Override tar to ^7.5.11 across all workspaces

build-tools/package.json

@@ -154,7 +154,8 @@
 			"qs: overridden to ^6.15.0 to resolve a known vulnerability in older versions.",
 			"js-yaml: overridden to fix a known vulnerability (prototype pollution via merge keys).",
 			"mdast-util-to-hast: overridden to ^13.2.1 to fix a known vulnerability (unsanitized class attribute injection).",
-			"simple-git: overridden to ^3.32.3 to resolve a CG alert."
+			"simple-git: overridden to ^3.32.3 to resolve a CG alert.",
+			"tar: overridden to >=7.5.11 to resolve multiple security vulnerabilities in tar 6.x (EOL, no backport)."
 		],
 		"overrides": {
 			"@types/glob>@types/minimatch": "~5.1.2",
@@ -171,7 +172,8 @@
 			"oclif>@aws-sdk/client-s3": "-",
 			"qs": "^6.15.0",
 			"simple-git": "^3.32.3",
-			"sharp": "^0.34.5"
+			"sharp": "^0.34.5",
+			"tar": "^7.5.11"
 		},
 		"updateConfig": {
 			"ignoreDependencies": [

common/lib/common-utils/package.json

@@ -160,7 +160,8 @@
 			"oclif includes some AWS-related features, but we don't use them, so we drop those dependencies entirely via pnpm overrides.
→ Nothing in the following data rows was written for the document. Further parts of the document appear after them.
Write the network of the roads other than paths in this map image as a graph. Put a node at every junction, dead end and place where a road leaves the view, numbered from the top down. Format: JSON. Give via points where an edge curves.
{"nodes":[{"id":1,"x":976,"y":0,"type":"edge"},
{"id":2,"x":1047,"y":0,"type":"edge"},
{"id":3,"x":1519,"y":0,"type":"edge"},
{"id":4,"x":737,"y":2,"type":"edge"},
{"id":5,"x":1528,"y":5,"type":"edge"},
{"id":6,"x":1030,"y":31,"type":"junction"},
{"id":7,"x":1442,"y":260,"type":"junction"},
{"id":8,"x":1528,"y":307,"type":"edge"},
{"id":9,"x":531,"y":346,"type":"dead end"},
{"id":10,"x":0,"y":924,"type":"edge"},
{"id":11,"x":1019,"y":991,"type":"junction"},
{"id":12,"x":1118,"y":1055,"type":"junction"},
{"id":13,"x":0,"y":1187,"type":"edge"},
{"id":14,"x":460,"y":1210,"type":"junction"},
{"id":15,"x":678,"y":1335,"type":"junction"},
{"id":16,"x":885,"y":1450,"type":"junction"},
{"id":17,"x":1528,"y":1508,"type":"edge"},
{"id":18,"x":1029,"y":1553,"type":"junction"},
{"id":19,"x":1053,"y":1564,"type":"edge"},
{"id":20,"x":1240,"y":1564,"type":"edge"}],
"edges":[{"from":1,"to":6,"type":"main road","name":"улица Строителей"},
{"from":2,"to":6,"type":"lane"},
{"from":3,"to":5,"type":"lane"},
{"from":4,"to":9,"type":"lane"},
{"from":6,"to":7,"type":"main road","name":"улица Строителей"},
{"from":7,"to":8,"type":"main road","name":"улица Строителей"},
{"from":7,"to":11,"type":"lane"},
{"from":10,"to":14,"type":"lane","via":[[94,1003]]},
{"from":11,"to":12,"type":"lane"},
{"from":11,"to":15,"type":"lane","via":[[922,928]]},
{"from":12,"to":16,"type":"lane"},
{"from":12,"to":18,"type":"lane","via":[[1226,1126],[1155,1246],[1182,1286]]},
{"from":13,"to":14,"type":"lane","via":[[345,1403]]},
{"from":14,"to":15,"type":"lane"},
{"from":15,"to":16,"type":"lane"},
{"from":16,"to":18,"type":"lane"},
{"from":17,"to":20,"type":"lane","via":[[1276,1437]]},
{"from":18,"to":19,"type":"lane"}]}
This helps reduce lockfile churn since the deps release very frequently.",
 			"qs: overridden to ^6.15.0 to resolve a known vulnerability in older versions.",
 			"js-yaml: overridden to fix a known vulnerability (prototype pollution via merge keys).",
-			"simple-git: overridden to ^3.32.3 to resolve a CG alert."
+			"simple-git: overridden to ^3.32.3 to resolve a CG alert.",
+			"tar: overridden to >=7.5.11 to resolve multiple security vulnerabilities in tar 6.x (EOL, no backport)."
 		],
 		"overrides": {
 			"js-yaml@<4": "^3.14.2",
@@ -170,7 +171,8 @@
 			"oclif>@aws-sdk/client-s3": "-",
 			"qs": "^6.15.0",
 			"simple-git": "^3.32.3",
-			"sharp": "^0.33.2"
+			"sharp": "^0.33.2",
+			"tar": "^7.5.11"
 		},
 		"patchedDependencies": {
 			"@microsoft/api-extractor@7.52.11": "../../../patches/@microsoft__api-extractor@7.52.11.patch"